Data listing:
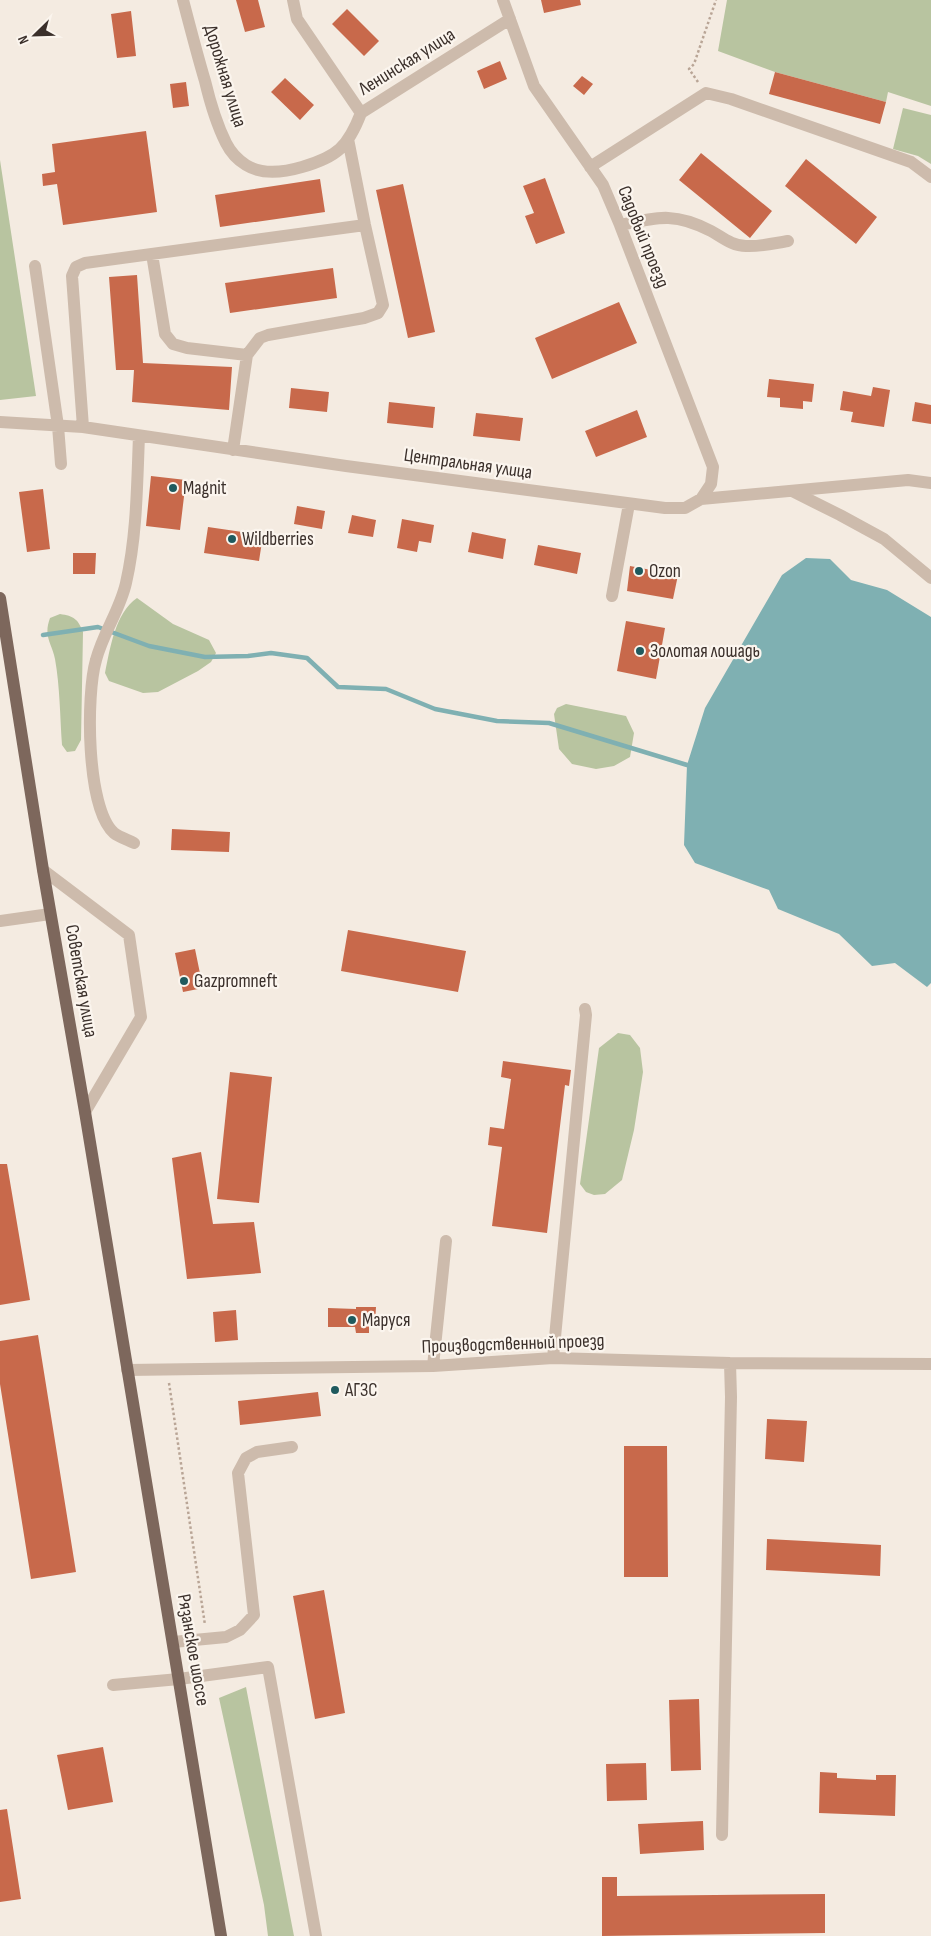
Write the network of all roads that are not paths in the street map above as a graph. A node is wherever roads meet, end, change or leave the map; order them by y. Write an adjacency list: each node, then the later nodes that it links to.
1 (182, 0): 6 (street, Дорожная улица)
2 (293, 0): 5 (street, Ленинская улица)
3 (503, 0): 4 (street, Садовый проезд)
4 (510, 19): 5 (street, Ленинская улица); 7 (street, Садовый проезд)
5 (360, 113): 6 (street, Дорожная улица)
6 (348, 139): 9 (street)
7 (590, 167): 8 (street); 10 (street, Садовый проезд)
8 (931, 176)
9 (365, 225): 12 (street); 14 (street)
10 (620, 225): 11 (street); 23 (street, Садовый проезд)
11 (788, 241)
12 (152, 254): 14 (street); 17 (street)
13 (35, 266): 16 (street)
14 (247, 355): 19 (street)
15 (0, 422): 16 (street, Центральная улица)
16 (58, 426): 17 (street, Центральная улица); 20 (street)
17 (82, 427): 18 (street, Центральная улица)
18 (139, 436): 19 (street, Центральная улица); 28 (street)
19 (233, 450): 24 (street, Центральная улица)
20 (61, 464)
21 (931, 482): 22 (street, Центральная улица)
22 (792, 491): 23 (street, Центральная улица); 25 (street)
23 (702, 500): 24 (street, Центральная улица)
24 (628, 504): 26 (street)
25 (931, 578)
26 (612, 596)
27 (0, 598): 29 (main road, Советская улица)
28 (134, 843)
29 (43, 870): 30 (main road, Советская улица); 33 (street)
30 (50, 914): 31 (street); 33 (main road, Советская улица)
31 (0, 921)
32 (585, 1009): 35 (street)
33 (86, 1112): 39 (main road, Советская улица)
34 (446, 1241): 38 (street)
35 (553, 1358): 36 (street, Производственный проезд); 38 (street, Производственный проезд)
36 (730, 1363): 37 (street, Производственный проезд); 44 (street)
37 (931, 1364)
38 (433, 1366): 39 (street, Производственный проезд)
39 (127, 1370): 41 (main road, Рязанское шоссе)
40 (292, 1447): 41 (street)
41 (173, 1642): 42 (main road, Рязанское шоссе)
42 (179, 1679): 43 (street); 45 (main road, Рязанское шоссе); 46 (street)
43 (113, 1685)
44 (722, 1835)
45 (221, 1936)
46 (316, 1936)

About this task:
Without changing a word, retype every entry above, but drop its pictures.

Exercise solution:
Write the network of all roads that are not paths in the street map above as a graph. A node is wherever roads meet, end, change or leave the map; order them by y. Write an adjacency list: each node, then the later nodes that it links to.
1 (182, 0): 6 (street, Дорожная улица)
2 (293, 0): 5 (street, Ленинская улица)
3 (503, 0): 4 (street, Садовый проезд)
4 (510, 19): 5 (street, Ленинская улица); 7 (street, Садовый проезд)
5 (360, 113): 6 (street, Дорожная улица)
6 (348, 139): 9 (street)
7 (590, 167): 8 (street); 10 (street, Садовый проезд)
8 (931, 176)
9 (365, 225): 12 (street); 14 (street)
10 (620, 225): 11 (street); 23 (street, Садовый проезд)
11 (788, 241)
12 (152, 254): 14 (street); 17 (street)
13 (35, 266): 16 (street)
14 (247, 355): 19 (street)
15 (0, 422): 16 (street, Центральная улица)
16 (58, 426): 17 (street, Центральная улица); 20 (street)
17 (82, 427): 18 (street, Центральная улица)
18 (139, 436): 19 (street, Центральная улица); 28 (street)
19 (233, 450): 24 (street, Центральная улица)
20 (61, 464)
21 (931, 482): 22 (street, Центральная улица)
22 (792, 491): 23 (street, Центральная улица); 25 (street)
23 (702, 500): 24 (street, Центральная улица)
24 (628, 504): 26 (street)
25 (931, 578)
26 (612, 596)
27 (0, 598): 29 (main road, Советская улица)
28 (134, 843)
29 (43, 870): 30 (main road, Советская улица); 33 (street)
30 (50, 914): 31 (street); 33 (main road, Советская улица)
31 (0, 921)
32 (585, 1009): 35 (street)
33 (86, 1112): 39 (main road, Советская улица)
34 (446, 1241): 38 (street)
35 (553, 1358): 36 (street, Производственный проезд); 38 (street, Производственный проезд)
36 (730, 1363): 37 (street, Производственный проезд); 44 (street)
37 (931, 1364)
38 (433, 1366): 39 (street, Производственный проезд)
39 (127, 1370): 41 (main road, Рязанское шоссе)
40 (292, 1447): 41 (street)
41 (173, 1642): 42 (main road, Рязанское шоссе)
42 (179, 1679): 43 (street); 45 (main road, Рязанское шоссе); 46 (street)
43 (113, 1685)
44 (722, 1835)
45 (221, 1936)
46 (316, 1936)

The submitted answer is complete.